Dataset entries ▸
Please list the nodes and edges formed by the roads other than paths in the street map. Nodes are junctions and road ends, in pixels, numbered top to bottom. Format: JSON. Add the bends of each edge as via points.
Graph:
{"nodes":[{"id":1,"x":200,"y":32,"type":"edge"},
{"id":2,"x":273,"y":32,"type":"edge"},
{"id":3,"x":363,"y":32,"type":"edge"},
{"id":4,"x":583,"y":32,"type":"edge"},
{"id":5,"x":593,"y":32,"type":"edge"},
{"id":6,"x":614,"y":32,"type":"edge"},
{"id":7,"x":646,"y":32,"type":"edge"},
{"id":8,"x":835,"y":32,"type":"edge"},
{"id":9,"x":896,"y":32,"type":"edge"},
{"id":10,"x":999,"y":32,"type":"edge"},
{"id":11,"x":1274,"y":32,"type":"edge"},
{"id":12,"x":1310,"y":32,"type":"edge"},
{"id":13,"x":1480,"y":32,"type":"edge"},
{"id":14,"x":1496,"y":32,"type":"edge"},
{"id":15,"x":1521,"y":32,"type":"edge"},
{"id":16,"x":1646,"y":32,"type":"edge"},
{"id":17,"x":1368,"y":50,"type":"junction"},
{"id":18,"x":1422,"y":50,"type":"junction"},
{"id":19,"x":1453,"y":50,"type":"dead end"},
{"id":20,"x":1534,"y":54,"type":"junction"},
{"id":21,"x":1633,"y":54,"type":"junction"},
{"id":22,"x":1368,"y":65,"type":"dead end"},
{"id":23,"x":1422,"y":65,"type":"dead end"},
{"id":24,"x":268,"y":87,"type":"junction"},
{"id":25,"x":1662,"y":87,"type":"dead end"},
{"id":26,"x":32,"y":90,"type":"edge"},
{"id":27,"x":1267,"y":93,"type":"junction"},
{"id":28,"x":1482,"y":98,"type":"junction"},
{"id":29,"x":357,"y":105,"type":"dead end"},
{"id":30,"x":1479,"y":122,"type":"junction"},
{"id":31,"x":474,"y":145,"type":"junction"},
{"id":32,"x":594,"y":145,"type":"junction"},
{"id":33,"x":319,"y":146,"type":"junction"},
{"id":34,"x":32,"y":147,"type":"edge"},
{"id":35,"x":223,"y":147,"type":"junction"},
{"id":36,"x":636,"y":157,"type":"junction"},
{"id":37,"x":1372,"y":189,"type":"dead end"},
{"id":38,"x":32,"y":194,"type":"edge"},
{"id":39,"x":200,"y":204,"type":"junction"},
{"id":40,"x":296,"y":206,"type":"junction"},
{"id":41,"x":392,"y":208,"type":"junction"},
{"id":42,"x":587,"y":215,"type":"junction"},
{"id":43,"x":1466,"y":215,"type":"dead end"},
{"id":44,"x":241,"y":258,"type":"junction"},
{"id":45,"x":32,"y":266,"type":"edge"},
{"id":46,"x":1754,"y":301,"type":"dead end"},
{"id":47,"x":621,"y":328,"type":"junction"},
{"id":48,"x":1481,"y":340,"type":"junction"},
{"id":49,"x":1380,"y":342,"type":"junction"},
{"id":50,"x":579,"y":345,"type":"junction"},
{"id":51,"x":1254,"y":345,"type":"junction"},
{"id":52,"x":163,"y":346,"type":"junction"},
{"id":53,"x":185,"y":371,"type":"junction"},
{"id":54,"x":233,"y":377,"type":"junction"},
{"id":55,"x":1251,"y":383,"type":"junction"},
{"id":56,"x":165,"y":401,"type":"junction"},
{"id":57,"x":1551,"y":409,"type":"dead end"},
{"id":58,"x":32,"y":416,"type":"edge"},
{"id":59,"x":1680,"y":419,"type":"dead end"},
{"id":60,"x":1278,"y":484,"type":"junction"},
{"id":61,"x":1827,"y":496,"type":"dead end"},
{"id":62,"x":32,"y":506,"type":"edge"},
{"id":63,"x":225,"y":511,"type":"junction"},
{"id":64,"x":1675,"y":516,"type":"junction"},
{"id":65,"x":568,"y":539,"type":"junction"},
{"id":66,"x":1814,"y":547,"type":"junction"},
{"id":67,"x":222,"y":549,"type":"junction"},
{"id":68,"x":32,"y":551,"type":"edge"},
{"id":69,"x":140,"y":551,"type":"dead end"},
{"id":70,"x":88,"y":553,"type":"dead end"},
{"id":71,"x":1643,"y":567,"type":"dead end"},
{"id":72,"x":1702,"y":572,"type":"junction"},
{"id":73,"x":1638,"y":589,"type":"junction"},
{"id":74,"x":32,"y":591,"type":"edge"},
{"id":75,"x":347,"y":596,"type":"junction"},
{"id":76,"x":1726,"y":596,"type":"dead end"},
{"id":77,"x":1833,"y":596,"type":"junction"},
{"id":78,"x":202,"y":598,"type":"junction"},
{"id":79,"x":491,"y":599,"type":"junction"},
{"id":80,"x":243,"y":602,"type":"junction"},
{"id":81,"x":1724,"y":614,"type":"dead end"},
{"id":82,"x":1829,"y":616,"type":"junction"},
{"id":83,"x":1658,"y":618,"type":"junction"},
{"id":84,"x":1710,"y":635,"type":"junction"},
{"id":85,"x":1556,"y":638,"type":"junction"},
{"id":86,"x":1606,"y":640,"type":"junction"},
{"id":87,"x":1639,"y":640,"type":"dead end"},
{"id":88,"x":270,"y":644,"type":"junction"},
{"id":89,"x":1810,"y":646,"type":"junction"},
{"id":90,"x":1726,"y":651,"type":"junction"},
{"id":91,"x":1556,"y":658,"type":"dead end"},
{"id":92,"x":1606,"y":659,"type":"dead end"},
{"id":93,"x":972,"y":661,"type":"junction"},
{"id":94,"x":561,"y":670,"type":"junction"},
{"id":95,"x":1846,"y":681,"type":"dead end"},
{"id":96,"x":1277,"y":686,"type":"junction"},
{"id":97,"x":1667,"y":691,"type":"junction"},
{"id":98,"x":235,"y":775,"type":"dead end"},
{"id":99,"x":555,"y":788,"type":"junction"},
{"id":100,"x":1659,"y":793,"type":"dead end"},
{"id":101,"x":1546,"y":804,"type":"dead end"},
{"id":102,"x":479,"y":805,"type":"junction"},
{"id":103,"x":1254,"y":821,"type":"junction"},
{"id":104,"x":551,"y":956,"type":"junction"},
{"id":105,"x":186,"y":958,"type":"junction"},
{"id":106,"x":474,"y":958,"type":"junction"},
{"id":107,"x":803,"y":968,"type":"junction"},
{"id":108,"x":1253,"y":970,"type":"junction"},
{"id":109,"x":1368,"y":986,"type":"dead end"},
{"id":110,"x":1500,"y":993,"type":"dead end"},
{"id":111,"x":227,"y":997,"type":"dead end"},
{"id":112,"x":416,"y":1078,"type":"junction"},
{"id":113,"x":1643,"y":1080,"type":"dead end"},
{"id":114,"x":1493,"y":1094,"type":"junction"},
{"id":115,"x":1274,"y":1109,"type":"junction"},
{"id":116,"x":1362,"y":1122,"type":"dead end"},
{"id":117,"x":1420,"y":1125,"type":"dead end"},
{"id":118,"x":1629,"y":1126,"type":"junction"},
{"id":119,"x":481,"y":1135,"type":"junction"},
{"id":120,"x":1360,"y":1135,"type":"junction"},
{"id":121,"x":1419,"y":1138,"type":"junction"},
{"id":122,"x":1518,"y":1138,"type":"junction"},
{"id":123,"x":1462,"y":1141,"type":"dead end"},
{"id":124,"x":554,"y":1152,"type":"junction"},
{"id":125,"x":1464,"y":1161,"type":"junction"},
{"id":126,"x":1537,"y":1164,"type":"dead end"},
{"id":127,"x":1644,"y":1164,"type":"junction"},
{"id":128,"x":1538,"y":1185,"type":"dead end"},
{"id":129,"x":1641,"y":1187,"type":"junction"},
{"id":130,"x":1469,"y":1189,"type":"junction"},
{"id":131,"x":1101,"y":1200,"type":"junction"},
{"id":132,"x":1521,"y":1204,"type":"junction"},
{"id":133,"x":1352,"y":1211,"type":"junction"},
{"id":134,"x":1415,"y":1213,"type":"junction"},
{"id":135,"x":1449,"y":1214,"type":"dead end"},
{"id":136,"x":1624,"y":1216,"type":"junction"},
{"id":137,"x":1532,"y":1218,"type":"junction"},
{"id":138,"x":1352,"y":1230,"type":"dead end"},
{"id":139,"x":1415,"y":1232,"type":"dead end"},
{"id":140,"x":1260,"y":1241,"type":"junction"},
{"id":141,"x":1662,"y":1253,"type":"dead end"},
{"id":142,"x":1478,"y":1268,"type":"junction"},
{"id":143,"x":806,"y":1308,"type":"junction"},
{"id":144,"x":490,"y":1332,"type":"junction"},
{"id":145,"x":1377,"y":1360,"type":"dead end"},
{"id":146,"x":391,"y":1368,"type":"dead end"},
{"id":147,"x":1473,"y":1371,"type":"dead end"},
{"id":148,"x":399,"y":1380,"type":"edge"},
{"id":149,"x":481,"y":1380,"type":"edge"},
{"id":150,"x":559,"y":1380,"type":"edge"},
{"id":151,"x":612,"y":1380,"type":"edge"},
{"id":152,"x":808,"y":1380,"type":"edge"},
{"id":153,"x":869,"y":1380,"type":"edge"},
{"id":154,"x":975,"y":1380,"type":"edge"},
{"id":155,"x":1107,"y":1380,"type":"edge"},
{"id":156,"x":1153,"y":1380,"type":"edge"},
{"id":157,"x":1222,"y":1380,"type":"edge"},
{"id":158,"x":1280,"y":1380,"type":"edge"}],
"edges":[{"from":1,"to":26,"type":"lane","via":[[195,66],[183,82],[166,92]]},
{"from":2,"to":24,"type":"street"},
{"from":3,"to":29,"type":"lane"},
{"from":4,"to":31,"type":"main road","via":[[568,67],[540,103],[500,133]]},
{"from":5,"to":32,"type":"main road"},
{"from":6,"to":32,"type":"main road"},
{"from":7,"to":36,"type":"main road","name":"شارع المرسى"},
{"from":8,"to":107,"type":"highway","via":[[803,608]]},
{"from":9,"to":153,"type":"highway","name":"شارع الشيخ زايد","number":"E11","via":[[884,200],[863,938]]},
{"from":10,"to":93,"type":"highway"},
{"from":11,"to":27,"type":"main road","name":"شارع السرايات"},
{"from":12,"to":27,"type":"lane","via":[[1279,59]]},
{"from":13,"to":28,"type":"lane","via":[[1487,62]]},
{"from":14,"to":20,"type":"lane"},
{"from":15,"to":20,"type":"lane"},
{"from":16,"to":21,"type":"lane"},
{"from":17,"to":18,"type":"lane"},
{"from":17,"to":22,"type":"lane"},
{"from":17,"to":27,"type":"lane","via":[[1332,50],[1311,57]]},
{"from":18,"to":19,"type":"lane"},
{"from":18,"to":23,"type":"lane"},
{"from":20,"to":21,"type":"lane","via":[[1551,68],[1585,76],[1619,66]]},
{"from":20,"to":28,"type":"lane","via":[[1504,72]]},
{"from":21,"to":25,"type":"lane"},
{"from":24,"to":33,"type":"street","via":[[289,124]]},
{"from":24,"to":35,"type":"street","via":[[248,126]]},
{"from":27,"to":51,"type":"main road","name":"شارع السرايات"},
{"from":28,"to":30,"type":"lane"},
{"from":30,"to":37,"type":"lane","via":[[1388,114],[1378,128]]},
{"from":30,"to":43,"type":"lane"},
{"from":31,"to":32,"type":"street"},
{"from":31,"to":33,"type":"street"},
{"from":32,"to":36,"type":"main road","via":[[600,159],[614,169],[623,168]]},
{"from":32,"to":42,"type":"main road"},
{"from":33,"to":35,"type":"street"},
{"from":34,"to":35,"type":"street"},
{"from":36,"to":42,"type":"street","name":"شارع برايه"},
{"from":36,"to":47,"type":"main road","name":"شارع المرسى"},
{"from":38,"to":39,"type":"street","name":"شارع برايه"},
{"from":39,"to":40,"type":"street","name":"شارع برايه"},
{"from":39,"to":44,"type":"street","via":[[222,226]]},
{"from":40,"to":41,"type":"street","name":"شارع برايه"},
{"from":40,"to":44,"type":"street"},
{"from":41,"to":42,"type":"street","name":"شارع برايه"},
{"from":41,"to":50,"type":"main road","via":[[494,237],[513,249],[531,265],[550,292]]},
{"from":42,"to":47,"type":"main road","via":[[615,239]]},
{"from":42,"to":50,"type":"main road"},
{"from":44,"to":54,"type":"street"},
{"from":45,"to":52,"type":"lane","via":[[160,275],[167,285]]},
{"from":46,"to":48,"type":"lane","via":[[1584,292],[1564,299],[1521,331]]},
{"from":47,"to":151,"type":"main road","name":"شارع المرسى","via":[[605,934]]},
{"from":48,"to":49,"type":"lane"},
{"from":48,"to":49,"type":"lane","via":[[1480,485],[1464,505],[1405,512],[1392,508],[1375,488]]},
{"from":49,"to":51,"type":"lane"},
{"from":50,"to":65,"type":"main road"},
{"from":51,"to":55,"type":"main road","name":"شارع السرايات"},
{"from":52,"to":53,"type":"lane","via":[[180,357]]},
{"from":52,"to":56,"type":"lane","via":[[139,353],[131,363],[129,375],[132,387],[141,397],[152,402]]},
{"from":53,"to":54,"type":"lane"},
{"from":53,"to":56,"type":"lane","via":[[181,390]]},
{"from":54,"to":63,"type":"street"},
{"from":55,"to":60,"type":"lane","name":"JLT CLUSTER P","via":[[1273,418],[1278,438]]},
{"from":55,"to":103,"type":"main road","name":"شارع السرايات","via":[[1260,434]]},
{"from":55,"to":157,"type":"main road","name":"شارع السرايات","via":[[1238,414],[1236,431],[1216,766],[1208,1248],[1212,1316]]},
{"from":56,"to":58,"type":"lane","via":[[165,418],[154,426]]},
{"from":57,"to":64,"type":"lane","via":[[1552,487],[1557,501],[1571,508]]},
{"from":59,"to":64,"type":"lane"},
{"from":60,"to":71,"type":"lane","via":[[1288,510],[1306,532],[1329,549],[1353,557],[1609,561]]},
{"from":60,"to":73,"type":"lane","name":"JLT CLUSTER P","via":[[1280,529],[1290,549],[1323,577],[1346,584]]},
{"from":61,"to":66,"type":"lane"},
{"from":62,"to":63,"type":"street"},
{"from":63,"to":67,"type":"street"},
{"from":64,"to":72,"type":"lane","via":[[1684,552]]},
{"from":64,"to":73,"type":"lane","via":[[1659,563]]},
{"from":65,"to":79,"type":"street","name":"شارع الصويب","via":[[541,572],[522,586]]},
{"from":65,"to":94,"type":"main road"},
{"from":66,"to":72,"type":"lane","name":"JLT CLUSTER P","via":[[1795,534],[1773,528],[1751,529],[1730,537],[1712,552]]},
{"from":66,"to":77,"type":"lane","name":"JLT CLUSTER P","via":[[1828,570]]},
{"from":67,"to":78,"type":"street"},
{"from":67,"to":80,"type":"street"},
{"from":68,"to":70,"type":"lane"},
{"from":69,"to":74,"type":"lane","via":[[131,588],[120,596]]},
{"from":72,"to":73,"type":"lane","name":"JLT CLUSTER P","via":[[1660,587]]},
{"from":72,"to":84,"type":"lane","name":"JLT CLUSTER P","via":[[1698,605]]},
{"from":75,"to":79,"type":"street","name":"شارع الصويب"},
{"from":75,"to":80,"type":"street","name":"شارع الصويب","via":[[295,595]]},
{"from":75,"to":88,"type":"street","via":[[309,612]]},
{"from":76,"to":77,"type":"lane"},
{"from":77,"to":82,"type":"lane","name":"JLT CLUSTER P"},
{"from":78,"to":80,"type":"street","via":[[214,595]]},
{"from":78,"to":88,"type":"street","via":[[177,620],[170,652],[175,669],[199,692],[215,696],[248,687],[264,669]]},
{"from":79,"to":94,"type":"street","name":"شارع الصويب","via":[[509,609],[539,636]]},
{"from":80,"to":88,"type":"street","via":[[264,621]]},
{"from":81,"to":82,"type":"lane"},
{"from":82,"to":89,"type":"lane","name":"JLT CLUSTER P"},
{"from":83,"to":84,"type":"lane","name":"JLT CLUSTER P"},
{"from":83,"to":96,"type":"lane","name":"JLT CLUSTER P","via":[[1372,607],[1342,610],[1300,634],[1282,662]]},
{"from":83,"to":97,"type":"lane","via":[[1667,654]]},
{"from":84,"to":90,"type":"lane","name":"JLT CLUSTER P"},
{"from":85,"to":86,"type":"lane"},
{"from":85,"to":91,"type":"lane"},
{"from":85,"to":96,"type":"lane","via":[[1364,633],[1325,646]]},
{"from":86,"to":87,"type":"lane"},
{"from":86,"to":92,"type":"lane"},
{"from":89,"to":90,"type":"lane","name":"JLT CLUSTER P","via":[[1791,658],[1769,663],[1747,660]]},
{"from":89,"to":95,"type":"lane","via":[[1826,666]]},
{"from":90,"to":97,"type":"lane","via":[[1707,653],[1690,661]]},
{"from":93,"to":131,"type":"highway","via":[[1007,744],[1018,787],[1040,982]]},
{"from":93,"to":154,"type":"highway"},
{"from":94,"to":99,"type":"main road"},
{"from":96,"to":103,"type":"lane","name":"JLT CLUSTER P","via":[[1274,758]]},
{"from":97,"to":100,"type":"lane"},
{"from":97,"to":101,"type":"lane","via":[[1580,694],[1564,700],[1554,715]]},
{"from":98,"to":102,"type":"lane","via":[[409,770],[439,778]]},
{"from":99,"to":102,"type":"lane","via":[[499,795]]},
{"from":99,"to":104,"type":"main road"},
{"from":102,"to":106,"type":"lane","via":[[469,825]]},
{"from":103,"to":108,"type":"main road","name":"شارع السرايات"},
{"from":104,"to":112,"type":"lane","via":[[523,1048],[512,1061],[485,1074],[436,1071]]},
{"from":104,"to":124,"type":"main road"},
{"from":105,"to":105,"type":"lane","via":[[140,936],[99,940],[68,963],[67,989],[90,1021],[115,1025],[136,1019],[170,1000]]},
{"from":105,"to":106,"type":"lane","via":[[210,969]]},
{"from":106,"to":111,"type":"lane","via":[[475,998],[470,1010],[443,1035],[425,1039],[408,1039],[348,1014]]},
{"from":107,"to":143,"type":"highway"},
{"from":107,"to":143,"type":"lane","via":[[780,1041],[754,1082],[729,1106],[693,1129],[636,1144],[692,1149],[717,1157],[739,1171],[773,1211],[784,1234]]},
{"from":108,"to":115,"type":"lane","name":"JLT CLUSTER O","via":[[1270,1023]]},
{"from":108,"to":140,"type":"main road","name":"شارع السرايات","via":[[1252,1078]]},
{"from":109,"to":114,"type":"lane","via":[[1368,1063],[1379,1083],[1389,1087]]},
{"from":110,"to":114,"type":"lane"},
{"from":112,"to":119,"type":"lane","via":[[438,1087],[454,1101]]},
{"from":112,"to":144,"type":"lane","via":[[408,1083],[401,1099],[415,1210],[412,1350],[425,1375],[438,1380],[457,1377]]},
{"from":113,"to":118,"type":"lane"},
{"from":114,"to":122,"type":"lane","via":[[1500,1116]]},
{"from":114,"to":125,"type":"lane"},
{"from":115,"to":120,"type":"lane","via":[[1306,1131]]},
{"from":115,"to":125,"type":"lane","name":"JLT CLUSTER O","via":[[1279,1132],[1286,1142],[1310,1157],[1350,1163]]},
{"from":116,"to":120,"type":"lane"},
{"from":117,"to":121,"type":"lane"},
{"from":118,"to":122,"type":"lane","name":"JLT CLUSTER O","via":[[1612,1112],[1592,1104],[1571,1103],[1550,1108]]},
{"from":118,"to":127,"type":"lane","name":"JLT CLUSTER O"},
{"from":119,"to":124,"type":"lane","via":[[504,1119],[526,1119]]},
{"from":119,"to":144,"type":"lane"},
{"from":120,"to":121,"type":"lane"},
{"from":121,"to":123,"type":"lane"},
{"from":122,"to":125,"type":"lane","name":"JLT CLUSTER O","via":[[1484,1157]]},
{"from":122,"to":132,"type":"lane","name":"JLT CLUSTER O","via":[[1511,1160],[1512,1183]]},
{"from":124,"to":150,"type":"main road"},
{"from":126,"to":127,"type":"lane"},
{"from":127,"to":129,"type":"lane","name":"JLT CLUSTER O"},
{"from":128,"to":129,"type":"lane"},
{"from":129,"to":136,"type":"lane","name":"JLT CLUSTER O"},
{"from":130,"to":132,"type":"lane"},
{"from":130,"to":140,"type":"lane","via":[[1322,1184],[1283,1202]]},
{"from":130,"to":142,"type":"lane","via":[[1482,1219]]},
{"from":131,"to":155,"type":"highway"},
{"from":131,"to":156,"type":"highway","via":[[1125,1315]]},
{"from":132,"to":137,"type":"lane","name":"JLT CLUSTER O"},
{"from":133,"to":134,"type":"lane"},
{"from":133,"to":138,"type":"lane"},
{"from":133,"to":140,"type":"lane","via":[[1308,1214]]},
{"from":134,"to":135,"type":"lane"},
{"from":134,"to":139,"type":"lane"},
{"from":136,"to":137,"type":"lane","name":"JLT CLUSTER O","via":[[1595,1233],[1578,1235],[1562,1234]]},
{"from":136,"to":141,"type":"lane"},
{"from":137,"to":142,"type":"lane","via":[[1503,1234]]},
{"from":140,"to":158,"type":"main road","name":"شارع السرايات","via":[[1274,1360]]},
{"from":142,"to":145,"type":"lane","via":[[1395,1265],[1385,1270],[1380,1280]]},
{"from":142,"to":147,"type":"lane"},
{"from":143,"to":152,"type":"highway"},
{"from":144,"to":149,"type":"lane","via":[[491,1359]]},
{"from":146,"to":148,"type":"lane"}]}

Exercise prompt ▸
If a line in the data holds the string "السرايات", copy that line.

Answer section ▸
{"from":11,"to":27,"type":"main road","name":"شارع السرايات"},
{"from":27,"to":51,"type":"main road","name":"شارع السرايات"},
{"from":51,"to":55,"type":"main road","name":"شارع السرايات"},
{"from":55,"to":103,"type":"main road","name":"شارع السرايات","via":[[1260,434]]},
{"from":55,"to":157,"type":"main road","name":"شارع السرايات","via":[[1238,414],[1236,431],[1216,766],[1208,1248],[1212,1316]]},
{"from":103,"to":108,"type":"main road","name":"شارع السرايات"},
{"from":108,"to":140,"type":"main road","name":"شارع السرايات","via":[[1252,1078]]},
{"from":140,"to":158,"type":"main road","name":"شارع السرايات","via":[[1274,1360]]},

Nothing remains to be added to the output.